GNOME Desktop hosed up ; cannot log in

Asked by Wesley Michael

Well, I've really done it to myself, and I am hoping someone will be able to help me out.

I am running Ubuntu 10.04 LTS (32-bit). I was working on getting MTP working on the machine for use with my Galaxy Nexus phone. I had compiled and installed libmtp-1.1.1, fuse-2.8.6, libid3tag-0.15.1b and mtpfs. Got it working too! And that is where I should have stopped, but I wanted to get gmtp working as well. So, I went on and compiled and installed libffi-3.0.10, glib-2.30.1, libIDL-0.8.14, GConf-3.2.3 and gMTP-1.3.0. The gmtp program worked as well too, but this is where my tail of woe begins. I rebooted the machine.

So, what I've got now isn't the Ubuntu login screen anymore. I see that message "Install Problem! The configuration defaults for the GNOME Power Manager have not been installed." I have searched around and see that the usual cause of that message is running out of space, but at no time did I even come close to running out of space.

I can access the machine via ssh from another computer and that is how I have been attempting to fix the problem. I have access to command line programs only.

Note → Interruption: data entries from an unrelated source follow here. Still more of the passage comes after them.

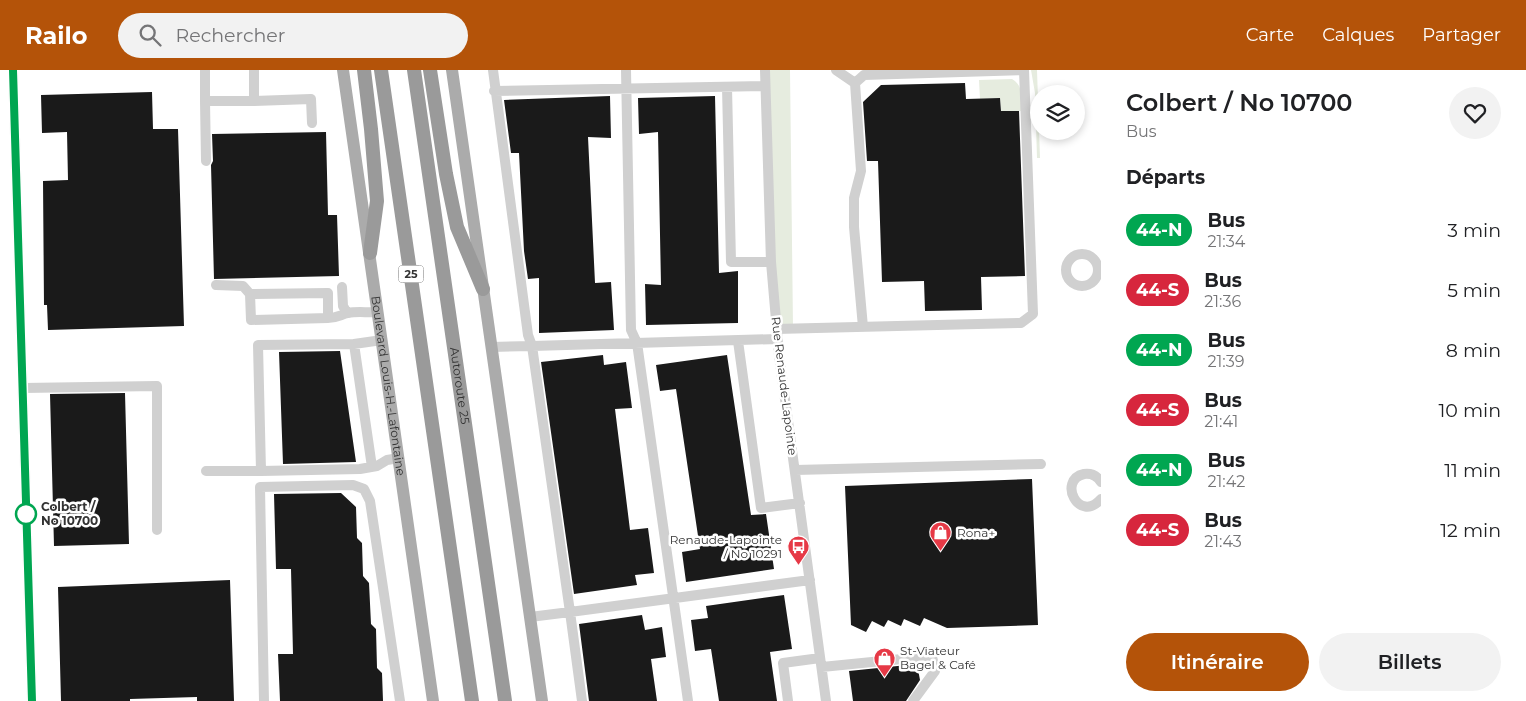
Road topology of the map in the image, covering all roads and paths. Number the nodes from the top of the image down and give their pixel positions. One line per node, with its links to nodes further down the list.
1 (13, 70): 41 (street)
2 (205, 70): 21 (street)
3 (254, 70): 20 (street)
4 (343, 70): 24 (main road, Boulevard Louis-H.-Lafontaine)
5 (364, 70): 24 (highway)
6 (381, 70): 61 (highway, 25)
7 (414, 70): 62 (highway, Autoroute 25 / 25)
8 (430, 70): 28 (highway)
9 (452, 70): 28 (main road)
10 (493, 70): 19 (street)
11 (626, 70): 18 (street)
12 (765, 70): 16 (street, Rue Renaude-Lapointe)
13 (836, 70): 15 (street)
14 (864, 73): 15 (street); 33 (street)
15 (855, 83): 33 (street)
16 (765, 86): 17 (street); 25 (street, Rue Renaude-Lapointe)
17 (727, 87): 18 (street); 25 (street)
18 (627, 88): 19 (street); 37 (street)
19 (494, 91): 39 (street)
20 (254, 100): 21 (street); 22 (street)
21 (205, 102): 23 (street)
22 (312, 123)
23 (206, 162)
24 (370, 253): 30 (main road, Boulevard Louis-H.-Lafontaine)
25 (771, 262): 34 (street, Rue Renaude-Lapointe)
26 (216, 285): 29 (street)
27 (342, 287): 31 (street)
28 (483, 289): 40 (main road)
29 (250, 294): 32 (street); 32 (street)
30 (378, 312): 31 (street); 35 (main road, Boulevard Louis-H.-Lafontaine)
31 (347, 313): 32 (street)
32 (328, 318)
33 (864, 327): 34 (street)
34 (777, 334): 36 (street); 45 (street, Rue Renaude-Lapointe)
35 (382, 340): 38 (street); 42 (main road, Boulevard Louis-H.-Lafontaine)
36 (738, 341): 37 (street); 50 (street)
37 (637, 343): 39 (street); 53 (street)
38 (354, 344): 44 (street); 47 (street)
39 (532, 346): 40 (street); 54 (street)
40 (492, 347): 55 (main road)
41 (22, 388): 51 (street); 57 (street)
42 (398, 458): 44 (street); 60 (main road, Boulevard Louis-H.-Lafontaine)
43 (1041, 464): 45 (street)
44 (372, 466): 47 (street)
45 (795, 470): 50 (street, Rue Renaude-Lapointe)
46 (206, 471): 47 (street)
47 (261, 471)
48 (1101, 482): 49 (street)
49 (1101, 499)
50 (800, 503): 52 (street, Rue Renaude-Lapointe)
51 (157, 530)
52 (810, 580): 53 (street); 56 (street, Rue Renaude-Lapointe)
53 (673, 598): 54 (street); 65 (street)
54 (570, 612): 55 (street); 64 (street)
55 (530, 617): 63 (main road)
56 (821, 663): 66 (street); 67 (street, Rue Renaude-Lapointe); 68 (street)
57 (32, 701)
58 (264, 701): 59 (street)
59 (400, 701)
60 (433, 701)
61 (472, 701)
62 (505, 701)
63 (542, 701)
64 (582, 701)
65 (688, 701)
66 (788, 701)
67 (826, 701)
68 (913, 701)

I removed all of the programs and libraries that were installed with glib and GConf and followed the suggesstions about removing the power manager and ubuntu desktop and reinstalling them. I restored the /var/lib/gconf directory. I went into the /usr/share/gconf/schemas directory and ran the command: "/usr/sbin/gconf-schemas --register *.schemas". It worked for every file except for the control-center.schemas file where I get this error:

WARNING: Failed to parse default value `[????????? ???????;gnome-appearance-properties.desktop,????????? ???????????? ???????????;gnome-default-applications.desktop,?????????? ??????????;system-config-printer.desktop] ' for schema (/schemas/apps/control-center/cc_actions_list)

That file hasen't been updated in months.

If anyone could please help suggest how to get my system back to its old self that would be most helpful. I REALLY don't want to have to reinstall the OS. I will if that is all I can do, but I want to avoid that at if at all possible.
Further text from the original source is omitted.